## [TASK]
The response should be the records below, repeated exactly, with each picture left out.
□ □ □ □
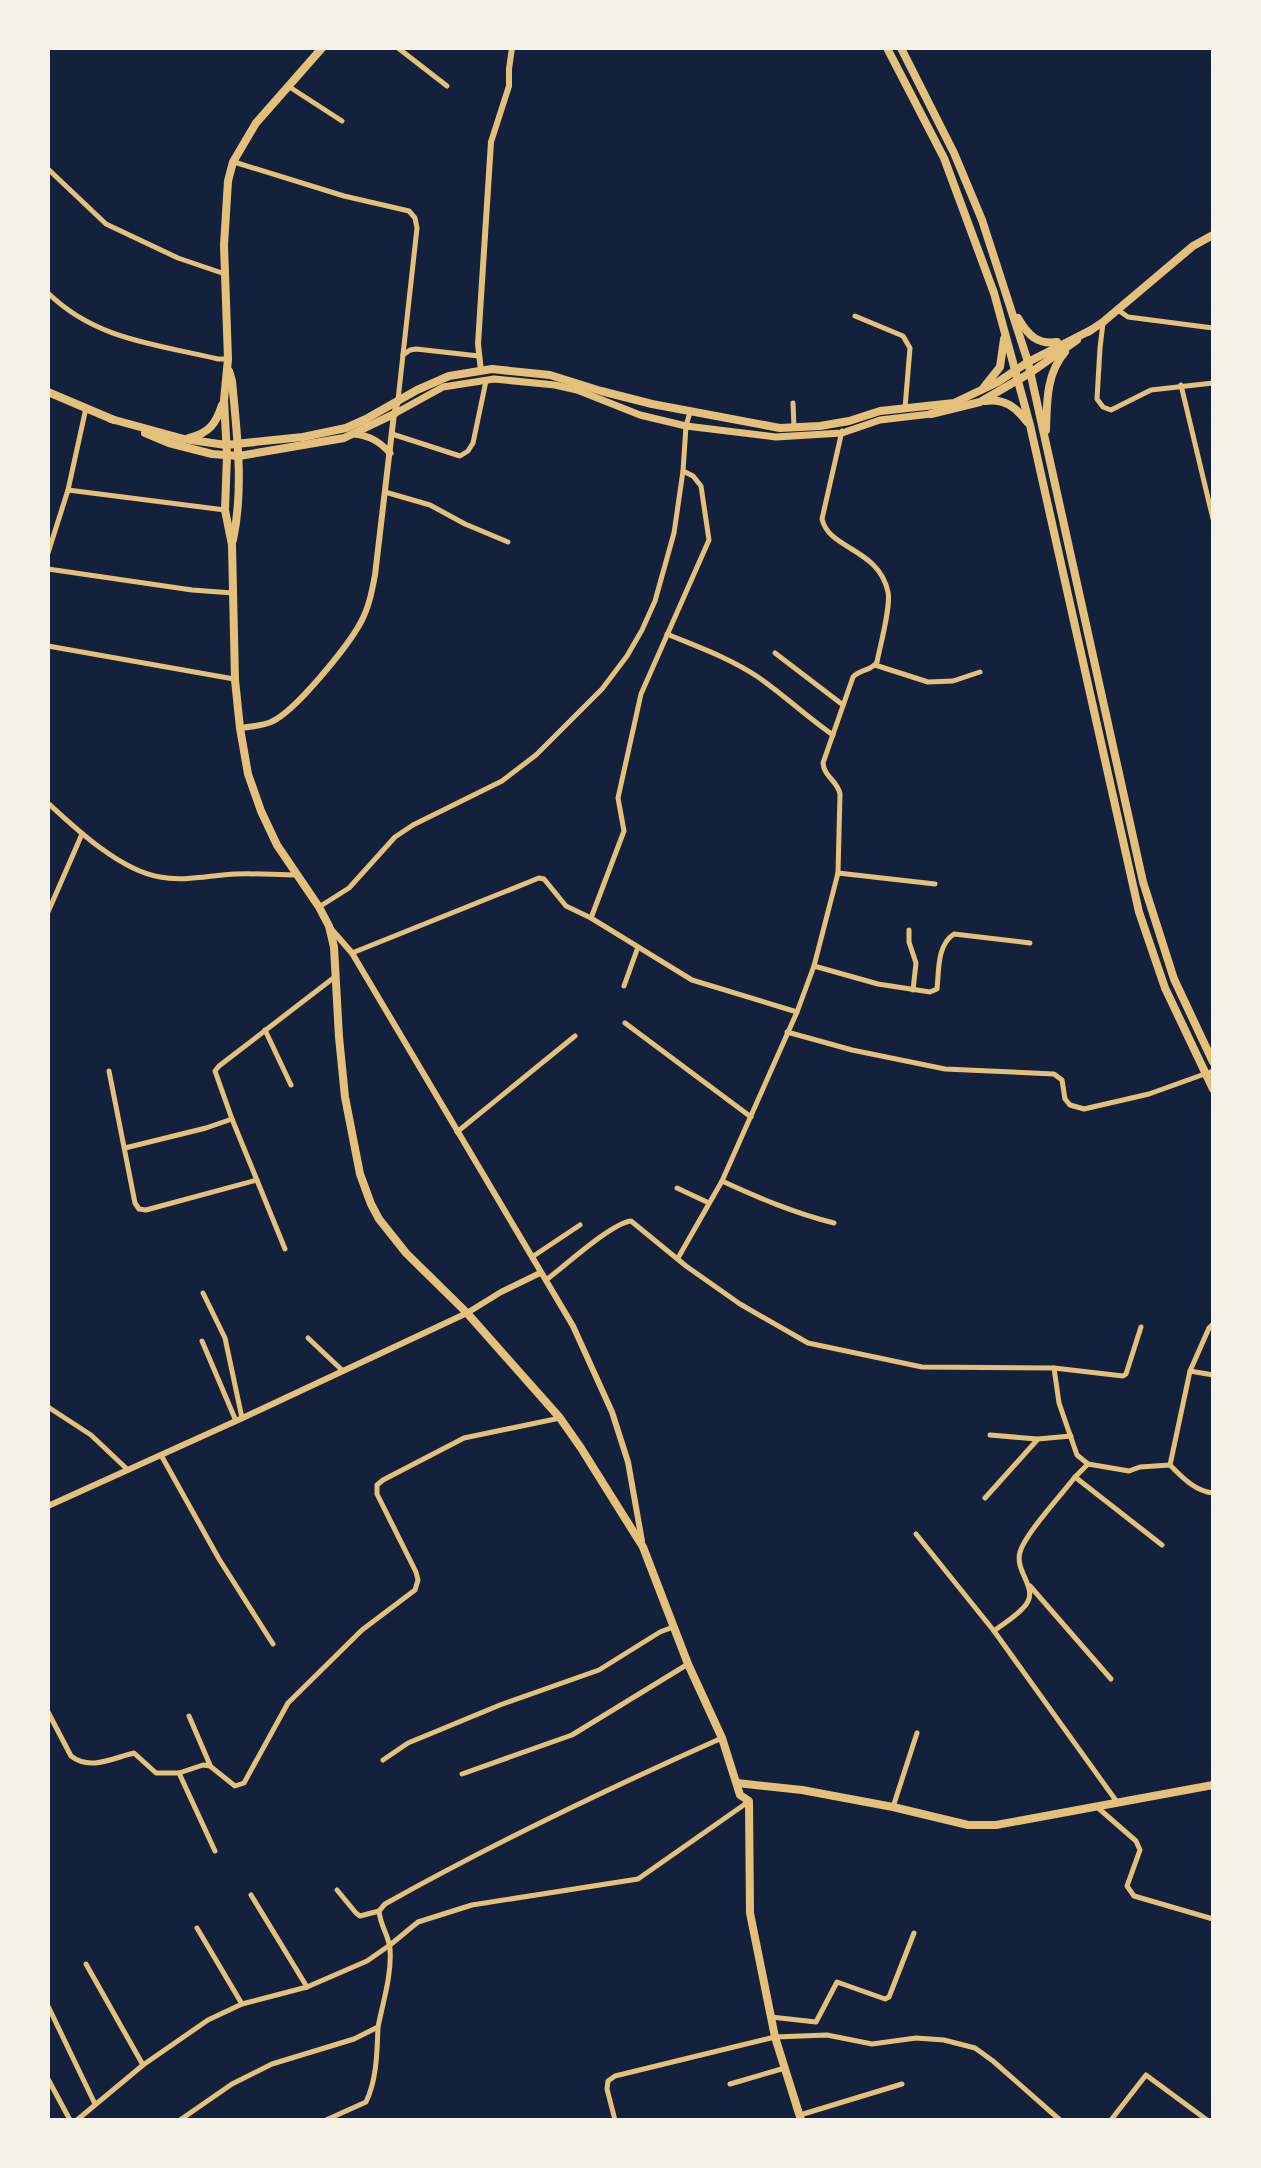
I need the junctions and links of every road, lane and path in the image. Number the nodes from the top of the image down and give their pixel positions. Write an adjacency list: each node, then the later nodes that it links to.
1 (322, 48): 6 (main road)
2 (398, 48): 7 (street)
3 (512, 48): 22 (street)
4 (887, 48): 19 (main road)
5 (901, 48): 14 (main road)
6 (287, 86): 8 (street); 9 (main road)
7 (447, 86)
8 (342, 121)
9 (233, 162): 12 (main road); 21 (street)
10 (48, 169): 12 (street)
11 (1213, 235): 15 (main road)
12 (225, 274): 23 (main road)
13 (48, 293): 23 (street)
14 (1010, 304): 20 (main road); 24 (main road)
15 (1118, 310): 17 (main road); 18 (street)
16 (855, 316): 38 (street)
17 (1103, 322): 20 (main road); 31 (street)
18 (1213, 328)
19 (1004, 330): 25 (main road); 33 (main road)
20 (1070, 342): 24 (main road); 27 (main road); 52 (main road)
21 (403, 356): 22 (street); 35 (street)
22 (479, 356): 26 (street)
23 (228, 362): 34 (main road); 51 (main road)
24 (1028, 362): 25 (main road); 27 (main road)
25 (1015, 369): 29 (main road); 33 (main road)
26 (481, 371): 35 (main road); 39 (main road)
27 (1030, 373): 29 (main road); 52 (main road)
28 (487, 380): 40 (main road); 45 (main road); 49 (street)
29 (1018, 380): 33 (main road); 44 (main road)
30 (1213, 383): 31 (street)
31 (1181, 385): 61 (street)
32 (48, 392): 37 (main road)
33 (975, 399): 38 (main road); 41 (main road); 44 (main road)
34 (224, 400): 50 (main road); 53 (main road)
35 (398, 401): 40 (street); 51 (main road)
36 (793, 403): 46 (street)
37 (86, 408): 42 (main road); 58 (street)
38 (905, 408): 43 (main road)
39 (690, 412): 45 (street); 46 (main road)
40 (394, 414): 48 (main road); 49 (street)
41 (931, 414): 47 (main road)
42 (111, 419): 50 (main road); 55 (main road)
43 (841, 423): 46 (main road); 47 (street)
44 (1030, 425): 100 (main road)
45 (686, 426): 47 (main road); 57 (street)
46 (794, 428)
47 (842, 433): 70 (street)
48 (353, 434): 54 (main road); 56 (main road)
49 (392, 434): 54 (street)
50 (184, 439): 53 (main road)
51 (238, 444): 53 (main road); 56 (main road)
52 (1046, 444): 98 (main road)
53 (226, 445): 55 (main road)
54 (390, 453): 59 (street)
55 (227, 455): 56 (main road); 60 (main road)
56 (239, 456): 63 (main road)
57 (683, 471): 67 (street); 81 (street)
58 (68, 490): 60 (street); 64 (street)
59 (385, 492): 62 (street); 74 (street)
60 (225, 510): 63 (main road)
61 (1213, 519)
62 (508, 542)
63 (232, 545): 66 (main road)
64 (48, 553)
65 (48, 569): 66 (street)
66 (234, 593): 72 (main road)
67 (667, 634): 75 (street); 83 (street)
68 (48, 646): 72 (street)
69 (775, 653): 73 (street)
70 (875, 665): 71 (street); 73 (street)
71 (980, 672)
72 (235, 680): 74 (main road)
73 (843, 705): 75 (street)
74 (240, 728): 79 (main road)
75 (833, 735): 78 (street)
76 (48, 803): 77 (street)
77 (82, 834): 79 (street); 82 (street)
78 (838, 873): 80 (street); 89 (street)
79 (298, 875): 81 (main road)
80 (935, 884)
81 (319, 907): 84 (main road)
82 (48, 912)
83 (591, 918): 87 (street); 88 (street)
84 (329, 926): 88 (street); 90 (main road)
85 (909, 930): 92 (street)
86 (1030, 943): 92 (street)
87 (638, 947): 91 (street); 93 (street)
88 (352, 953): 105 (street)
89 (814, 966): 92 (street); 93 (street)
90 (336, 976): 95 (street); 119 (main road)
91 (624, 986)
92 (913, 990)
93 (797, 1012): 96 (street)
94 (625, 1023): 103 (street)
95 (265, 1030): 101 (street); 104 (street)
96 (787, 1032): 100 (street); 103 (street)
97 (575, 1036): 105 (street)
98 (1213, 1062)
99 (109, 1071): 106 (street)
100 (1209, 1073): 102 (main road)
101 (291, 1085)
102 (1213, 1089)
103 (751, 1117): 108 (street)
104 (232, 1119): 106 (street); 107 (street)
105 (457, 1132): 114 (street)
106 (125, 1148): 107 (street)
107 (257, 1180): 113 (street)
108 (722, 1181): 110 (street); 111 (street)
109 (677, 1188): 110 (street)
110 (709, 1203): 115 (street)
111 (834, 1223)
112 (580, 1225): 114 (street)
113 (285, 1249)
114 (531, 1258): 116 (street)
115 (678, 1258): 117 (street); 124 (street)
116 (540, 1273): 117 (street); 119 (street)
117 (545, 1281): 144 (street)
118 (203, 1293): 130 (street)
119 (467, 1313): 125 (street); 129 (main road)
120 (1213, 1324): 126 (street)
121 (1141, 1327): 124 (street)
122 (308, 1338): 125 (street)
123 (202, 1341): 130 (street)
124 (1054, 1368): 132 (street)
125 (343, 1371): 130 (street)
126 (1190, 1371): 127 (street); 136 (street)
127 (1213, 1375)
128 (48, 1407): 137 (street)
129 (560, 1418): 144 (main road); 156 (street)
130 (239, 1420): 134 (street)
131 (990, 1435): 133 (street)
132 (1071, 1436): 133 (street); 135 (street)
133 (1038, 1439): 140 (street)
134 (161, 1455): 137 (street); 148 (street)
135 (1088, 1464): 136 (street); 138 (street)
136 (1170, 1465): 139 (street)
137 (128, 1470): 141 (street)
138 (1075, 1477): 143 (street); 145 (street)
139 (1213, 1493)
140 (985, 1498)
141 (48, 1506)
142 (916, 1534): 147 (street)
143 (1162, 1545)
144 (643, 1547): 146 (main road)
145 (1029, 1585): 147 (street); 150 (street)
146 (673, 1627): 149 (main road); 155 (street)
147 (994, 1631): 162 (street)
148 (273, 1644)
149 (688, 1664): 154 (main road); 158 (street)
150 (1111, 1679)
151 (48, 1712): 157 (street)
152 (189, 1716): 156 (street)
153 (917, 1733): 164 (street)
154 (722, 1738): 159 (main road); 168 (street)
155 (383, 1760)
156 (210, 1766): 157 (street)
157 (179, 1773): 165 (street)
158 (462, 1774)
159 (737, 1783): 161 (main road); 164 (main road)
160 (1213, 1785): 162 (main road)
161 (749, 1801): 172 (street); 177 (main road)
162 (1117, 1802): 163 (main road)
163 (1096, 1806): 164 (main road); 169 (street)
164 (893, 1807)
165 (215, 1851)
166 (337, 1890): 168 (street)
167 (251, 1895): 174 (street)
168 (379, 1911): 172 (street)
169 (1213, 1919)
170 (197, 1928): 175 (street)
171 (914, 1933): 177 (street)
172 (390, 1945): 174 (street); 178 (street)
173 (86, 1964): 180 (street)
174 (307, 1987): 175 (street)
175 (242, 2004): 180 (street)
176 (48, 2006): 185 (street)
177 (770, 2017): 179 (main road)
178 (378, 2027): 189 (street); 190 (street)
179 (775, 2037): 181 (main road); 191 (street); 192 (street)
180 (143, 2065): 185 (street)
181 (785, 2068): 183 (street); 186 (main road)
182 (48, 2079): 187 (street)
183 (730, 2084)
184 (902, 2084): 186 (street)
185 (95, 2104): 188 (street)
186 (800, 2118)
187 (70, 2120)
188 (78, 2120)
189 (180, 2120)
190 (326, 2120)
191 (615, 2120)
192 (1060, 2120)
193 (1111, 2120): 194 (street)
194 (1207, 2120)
□ □ □ □
## [WRITTEN ANSWER]
I need the junctions and links of every road, lane and path in the image. Number the nodes from the top of the image down and give their pixel positions. Write an adjacency list: each node, then the later nodes that it links to.
1 (322, 48): 6 (main road)
2 (398, 48): 7 (street)
3 (512, 48): 22 (street)
4 (887, 48): 19 (main road)
5 (901, 48): 14 (main road)
6 (287, 86): 8 (street); 9 (main road)
7 (447, 86)
8 (342, 121)
9 (233, 162): 12 (main road); 21 (street)
10 (48, 169): 12 (street)
11 (1213, 235): 15 (main road)
12 (225, 274): 23 (main road)
13 (48, 293): 23 (street)
14 (1010, 304): 20 (main road); 24 (main road)
15 (1118, 310): 17 (main road); 18 (street)
16 (855, 316): 38 (street)
17 (1103, 322): 20 (main road); 31 (street)
18 (1213, 328)
19 (1004, 330): 25 (main road); 33 (main road)
20 (1070, 342): 24 (main road); 27 (main road); 52 (main road)
21 (403, 356): 22 (street); 35 (street)
22 (479, 356): 26 (street)
23 (228, 362): 34 (main road); 51 (main road)
24 (1028, 362): 25 (main road); 27 (main road)
25 (1015, 369): 29 (main road); 33 (main road)
26 (481, 371): 35 (main road); 39 (main road)
27 (1030, 373): 29 (main road); 52 (main road)
28 (487, 380): 40 (main road); 45 (main road); 49 (street)
29 (1018, 380): 33 (main road); 44 (main road)
30 (1213, 383): 31 (street)
31 (1181, 385): 61 (street)
32 (48, 392): 37 (main road)
33 (975, 399): 38 (main road); 41 (main road); 44 (main road)
34 (224, 400): 50 (main road); 53 (main road)
35 (398, 401): 40 (street); 51 (main road)
36 (793, 403): 46 (street)
37 (86, 408): 42 (main road); 58 (street)
38 (905, 408): 43 (main road)
39 (690, 412): 45 (street); 46 (main road)
40 (394, 414): 48 (main road); 49 (street)
41 (931, 414): 47 (main road)
42 (111, 419): 50 (main road); 55 (main road)
43 (841, 423): 46 (main road); 47 (street)
44 (1030, 425): 100 (main road)
45 (686, 426): 47 (main road); 57 (street)
46 (794, 428)
47 (842, 433): 70 (street)
48 (353, 434): 54 (main road); 56 (main road)
49 (392, 434): 54 (street)
50 (184, 439): 53 (main road)
51 (238, 444): 53 (main road); 56 (main road)
52 (1046, 444): 98 (main road)
53 (226, 445): 55 (main road)
54 (390, 453): 59 (street)
55 (227, 455): 56 (main road); 60 (main road)
56 (239, 456): 63 (main road)
57 (683, 471): 67 (street); 81 (street)
58 (68, 490): 60 (street); 64 (street)
59 (385, 492): 62 (street); 74 (street)
60 (225, 510): 63 (main road)
61 (1213, 519)
62 (508, 542)
63 (232, 545): 66 (main road)
64 (48, 553)
65 (48, 569): 66 (street)
66 (234, 593): 72 (main road)
67 (667, 634): 75 (street); 83 (street)
68 (48, 646): 72 (street)
69 (775, 653): 73 (street)
70 (875, 665): 71 (street); 73 (street)
71 (980, 672)
72 (235, 680): 74 (main road)
73 (843, 705): 75 (street)
74 (240, 728): 79 (main road)
75 (833, 735): 78 (street)
76 (48, 803): 77 (street)
77 (82, 834): 79 (street); 82 (street)
78 (838, 873): 80 (street); 89 (street)
79 (298, 875): 81 (main road)
80 (935, 884)
81 (319, 907): 84 (main road)
82 (48, 912)
83 (591, 918): 87 (street); 88 (street)
84 (329, 926): 88 (street); 90 (main road)
85 (909, 930): 92 (street)
86 (1030, 943): 92 (street)
87 (638, 947): 91 (street); 93 (street)
88 (352, 953): 105 (street)
89 (814, 966): 92 (street); 93 (street)
90 (336, 976): 95 (street); 119 (main road)
91 (624, 986)
92 (913, 990)
93 (797, 1012): 96 (street)
94 (625, 1023): 103 (street)
95 (265, 1030): 101 (street); 104 (street)
96 (787, 1032): 100 (street); 103 (street)
97 (575, 1036): 105 (street)
98 (1213, 1062)
99 (109, 1071): 106 (street)
100 (1209, 1073): 102 (main road)
101 (291, 1085)
102 (1213, 1089)
103 (751, 1117): 108 (street)
104 (232, 1119): 106 (street); 107 (street)
105 (457, 1132): 114 (street)
106 (125, 1148): 107 (street)
107 (257, 1180): 113 (street)
108 (722, 1181): 110 (street); 111 (street)
109 (677, 1188): 110 (street)
110 (709, 1203): 115 (street)
111 (834, 1223)
112 (580, 1225): 114 (street)
113 (285, 1249)
114 (531, 1258): 116 (street)
115 (678, 1258): 117 (street); 124 (street)
116 (540, 1273): 117 (street); 119 (street)
117 (545, 1281): 144 (street)
118 (203, 1293): 130 (street)
119 (467, 1313): 125 (street); 129 (main road)
120 (1213, 1324): 126 (street)
121 (1141, 1327): 124 (street)
122 (308, 1338): 125 (street)
123 (202, 1341): 130 (street)
124 (1054, 1368): 132 (street)
125 (343, 1371): 130 (street)
126 (1190, 1371): 127 (street); 136 (street)
127 (1213, 1375)
128 (48, 1407): 137 (street)
129 (560, 1418): 144 (main road); 156 (street)
130 (239, 1420): 134 (street)
131 (990, 1435): 133 (street)
132 (1071, 1436): 133 (street); 135 (street)
133 (1038, 1439): 140 (street)
134 (161, 1455): 137 (street); 148 (street)
135 (1088, 1464): 136 (street); 138 (street)
136 (1170, 1465): 139 (street)
137 (128, 1470): 141 (street)
138 (1075, 1477): 143 (street); 145 (street)
139 (1213, 1493)
140 (985, 1498)
141 (48, 1506)
142 (916, 1534): 147 (street)
143 (1162, 1545)
144 (643, 1547): 146 (main road)
145 (1029, 1585): 147 (street); 150 (street)
146 (673, 1627): 149 (main road); 155 (street)
147 (994, 1631): 162 (street)
148 (273, 1644)
149 (688, 1664): 154 (main road); 158 (street)
150 (1111, 1679)
151 (48, 1712): 157 (street)
152 (189, 1716): 156 (street)
153 (917, 1733): 164 (street)
154 (722, 1738): 159 (main road); 168 (street)
155 (383, 1760)
156 (210, 1766): 157 (street)
157 (179, 1773): 165 (street)
158 (462, 1774)
159 (737, 1783): 161 (main road); 164 (main road)
160 (1213, 1785): 162 (main road)
161 (749, 1801): 172 (street); 177 (main road)
162 (1117, 1802): 163 (main road)
163 (1096, 1806): 164 (main road); 169 (street)
164 (893, 1807)
165 (215, 1851)
166 (337, 1890): 168 (street)
167 (251, 1895): 174 (street)
168 (379, 1911): 172 (street)
169 (1213, 1919)
170 (197, 1928): 175 (street)
171 (914, 1933): 177 (street)
172 (390, 1945): 174 (street); 178 (street)
173 (86, 1964): 180 (street)
174 (307, 1987): 175 (street)
175 (242, 2004): 180 (street)
176 (48, 2006): 185 (street)
177 (770, 2017): 179 (main road)
178 (378, 2027): 189 (street); 190 (street)
179 (775, 2037): 181 (main road); 191 (street); 192 (street)
180 (143, 2065): 185 (street)
181 (785, 2068): 183 (street); 186 (main road)
182 (48, 2079): 187 (street)
183 (730, 2084)
184 (902, 2084): 186 (street)
185 (95, 2104): 188 (street)
186 (800, 2118)
187 (70, 2120)
188 (78, 2120)
189 (180, 2120)
190 (326, 2120)
191 (615, 2120)
192 (1060, 2120)
193 (1111, 2120): 194 (street)
194 (1207, 2120)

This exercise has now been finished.